Its gay farewell to hospitable eaves
The swallow twitter'd in the autumn heaven;
Dumb on the crisp earth fell the yellowing leaves,
Or, in small eddies, fitfully were driven
Down the bleak waste of the remorseless air.
Out, from the widening gaps in dreary boughs,
Alone the laurel smiled,—as freshly fair
As its own chaplet on immortal brows,
When Fame, indifferent to the changeful sun,
Sees waning races wither, and lives on.—
An old man sate before that deathless tree
Which bloom'd his humble dwelling-place beside;
The last pale rose which lured the lingering bee
To the low porch it scantly blossom'd o'er,
Nipp'd by the frost-air had that morning died.
The clock faint-heard beyond the gaping door,
Low as a death-watch, click'd the moments' knell;
And through the narrow opening you might see
Uncertain foot-prints on the sanded floor
(Uncertain foot-prints which of blindness tell);
The rude oak board, the morn's untasted fare;
The scatter'd volumes and the pillow'd chair,
In which, worn out with toil and travel past,
Life, the poor wanderer, finds repose at last.

II.

The old man felt the fresh air o'er him blowing
Waving thin locks from musing temples pale;
Felt the quick sun through cloud and azure going,
And the light dance of leaves upon the gale,
In that mysterious symbol-change of earth
Which looks like death, though but restoring birth.
Seasons return; for him shall not return
Day, or the sweet approach of even or morn.

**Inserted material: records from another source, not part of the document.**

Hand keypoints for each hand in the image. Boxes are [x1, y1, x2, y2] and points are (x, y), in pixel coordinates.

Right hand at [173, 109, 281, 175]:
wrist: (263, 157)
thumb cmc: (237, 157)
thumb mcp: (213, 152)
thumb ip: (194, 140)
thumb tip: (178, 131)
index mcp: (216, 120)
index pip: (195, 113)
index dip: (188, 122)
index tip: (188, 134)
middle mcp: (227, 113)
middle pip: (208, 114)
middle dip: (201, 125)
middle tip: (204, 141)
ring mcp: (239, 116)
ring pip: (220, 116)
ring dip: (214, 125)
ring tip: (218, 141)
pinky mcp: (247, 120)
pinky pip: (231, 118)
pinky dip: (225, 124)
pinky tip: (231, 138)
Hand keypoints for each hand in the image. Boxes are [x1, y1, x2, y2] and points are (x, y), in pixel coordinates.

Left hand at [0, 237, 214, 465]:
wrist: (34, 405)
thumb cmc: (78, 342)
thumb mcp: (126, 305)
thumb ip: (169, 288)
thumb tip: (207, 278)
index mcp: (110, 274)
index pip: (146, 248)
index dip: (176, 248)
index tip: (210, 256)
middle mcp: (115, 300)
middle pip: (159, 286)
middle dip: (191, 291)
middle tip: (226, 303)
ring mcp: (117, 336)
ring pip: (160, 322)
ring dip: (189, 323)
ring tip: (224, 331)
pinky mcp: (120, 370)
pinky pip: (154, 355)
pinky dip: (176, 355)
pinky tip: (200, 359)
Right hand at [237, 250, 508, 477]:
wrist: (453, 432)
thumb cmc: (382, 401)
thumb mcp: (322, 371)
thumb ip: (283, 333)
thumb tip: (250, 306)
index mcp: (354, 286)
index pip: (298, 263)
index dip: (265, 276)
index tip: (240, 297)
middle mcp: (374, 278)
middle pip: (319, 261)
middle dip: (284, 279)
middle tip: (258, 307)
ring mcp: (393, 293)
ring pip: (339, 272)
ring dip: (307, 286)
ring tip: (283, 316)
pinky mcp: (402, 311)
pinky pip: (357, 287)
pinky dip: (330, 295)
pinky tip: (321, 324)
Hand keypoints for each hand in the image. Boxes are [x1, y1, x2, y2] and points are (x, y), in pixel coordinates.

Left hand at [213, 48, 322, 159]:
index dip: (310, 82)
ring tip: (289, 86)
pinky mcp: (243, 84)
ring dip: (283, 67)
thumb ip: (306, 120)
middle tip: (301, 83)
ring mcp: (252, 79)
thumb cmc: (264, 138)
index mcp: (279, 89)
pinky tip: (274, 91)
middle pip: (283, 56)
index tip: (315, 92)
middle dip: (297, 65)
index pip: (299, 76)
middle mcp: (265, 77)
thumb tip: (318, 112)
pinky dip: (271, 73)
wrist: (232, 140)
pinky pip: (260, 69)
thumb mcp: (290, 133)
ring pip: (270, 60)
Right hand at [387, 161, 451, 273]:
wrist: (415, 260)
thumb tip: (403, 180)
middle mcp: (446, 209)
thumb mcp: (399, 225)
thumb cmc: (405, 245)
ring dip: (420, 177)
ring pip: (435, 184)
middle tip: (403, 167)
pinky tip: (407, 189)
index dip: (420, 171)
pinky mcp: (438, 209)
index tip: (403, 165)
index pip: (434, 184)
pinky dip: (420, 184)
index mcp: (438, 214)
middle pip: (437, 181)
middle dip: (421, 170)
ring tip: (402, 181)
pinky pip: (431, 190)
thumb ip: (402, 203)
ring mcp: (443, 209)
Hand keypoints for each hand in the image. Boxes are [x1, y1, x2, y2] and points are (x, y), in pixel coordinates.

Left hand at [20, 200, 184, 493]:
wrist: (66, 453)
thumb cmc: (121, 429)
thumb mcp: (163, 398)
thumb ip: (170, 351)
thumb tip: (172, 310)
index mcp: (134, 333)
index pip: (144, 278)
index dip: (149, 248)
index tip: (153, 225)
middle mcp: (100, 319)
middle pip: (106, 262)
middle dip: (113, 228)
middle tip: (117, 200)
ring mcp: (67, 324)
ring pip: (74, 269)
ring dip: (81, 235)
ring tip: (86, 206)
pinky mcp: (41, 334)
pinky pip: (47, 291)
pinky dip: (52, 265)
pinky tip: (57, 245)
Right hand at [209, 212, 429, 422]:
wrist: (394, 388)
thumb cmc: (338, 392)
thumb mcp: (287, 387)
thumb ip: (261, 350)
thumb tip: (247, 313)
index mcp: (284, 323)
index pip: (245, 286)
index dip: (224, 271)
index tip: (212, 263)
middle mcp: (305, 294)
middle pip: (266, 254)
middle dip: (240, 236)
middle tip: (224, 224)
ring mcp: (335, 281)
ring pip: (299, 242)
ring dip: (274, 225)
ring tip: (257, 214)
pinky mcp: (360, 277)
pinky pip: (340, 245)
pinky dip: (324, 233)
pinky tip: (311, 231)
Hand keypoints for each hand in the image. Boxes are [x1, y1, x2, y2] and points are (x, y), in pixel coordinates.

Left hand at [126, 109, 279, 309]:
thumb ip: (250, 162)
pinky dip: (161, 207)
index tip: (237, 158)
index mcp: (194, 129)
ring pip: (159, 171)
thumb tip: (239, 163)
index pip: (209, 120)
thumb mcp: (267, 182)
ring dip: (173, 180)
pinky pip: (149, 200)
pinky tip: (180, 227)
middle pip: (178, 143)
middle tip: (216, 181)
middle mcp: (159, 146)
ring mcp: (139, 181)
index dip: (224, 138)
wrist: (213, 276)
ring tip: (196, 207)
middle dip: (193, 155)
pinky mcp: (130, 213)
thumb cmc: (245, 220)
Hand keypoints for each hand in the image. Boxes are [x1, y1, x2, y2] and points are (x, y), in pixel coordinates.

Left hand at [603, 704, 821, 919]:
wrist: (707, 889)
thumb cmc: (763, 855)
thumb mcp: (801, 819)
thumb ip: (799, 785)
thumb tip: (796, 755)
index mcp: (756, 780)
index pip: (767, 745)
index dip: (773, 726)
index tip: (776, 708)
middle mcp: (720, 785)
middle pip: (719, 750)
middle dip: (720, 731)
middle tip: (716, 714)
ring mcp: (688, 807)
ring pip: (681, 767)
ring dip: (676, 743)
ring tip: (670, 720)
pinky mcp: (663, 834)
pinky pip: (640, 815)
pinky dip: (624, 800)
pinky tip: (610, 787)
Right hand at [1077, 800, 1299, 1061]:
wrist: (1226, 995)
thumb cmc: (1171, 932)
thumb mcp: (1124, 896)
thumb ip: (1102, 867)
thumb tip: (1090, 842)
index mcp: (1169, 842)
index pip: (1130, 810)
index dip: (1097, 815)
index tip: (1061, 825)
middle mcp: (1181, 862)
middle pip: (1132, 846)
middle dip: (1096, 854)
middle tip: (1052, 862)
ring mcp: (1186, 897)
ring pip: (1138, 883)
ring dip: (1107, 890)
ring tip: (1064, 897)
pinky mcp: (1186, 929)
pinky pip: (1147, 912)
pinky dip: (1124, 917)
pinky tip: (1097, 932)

Whatever garb the mighty mother wore,
Nature to him was changeless evermore.—
List, not a sigh!—though fall'n on evil days,
With darkness compass'd round—those sightless eyes
Need not the sun; nightly he sees the rays,
Nightly he walks the bowers of Paradise.
High, pale, still, voiceless, motionless, alone,
Death-like in calm as monumental stone,
Lifting his looks into the farthest skies,
He sate: And as when some tempestuous day
Dies in the hush of the majestic eve,
So on his brow—where grief has pass'd away,
Reigns that dread stillness grief alone can leave.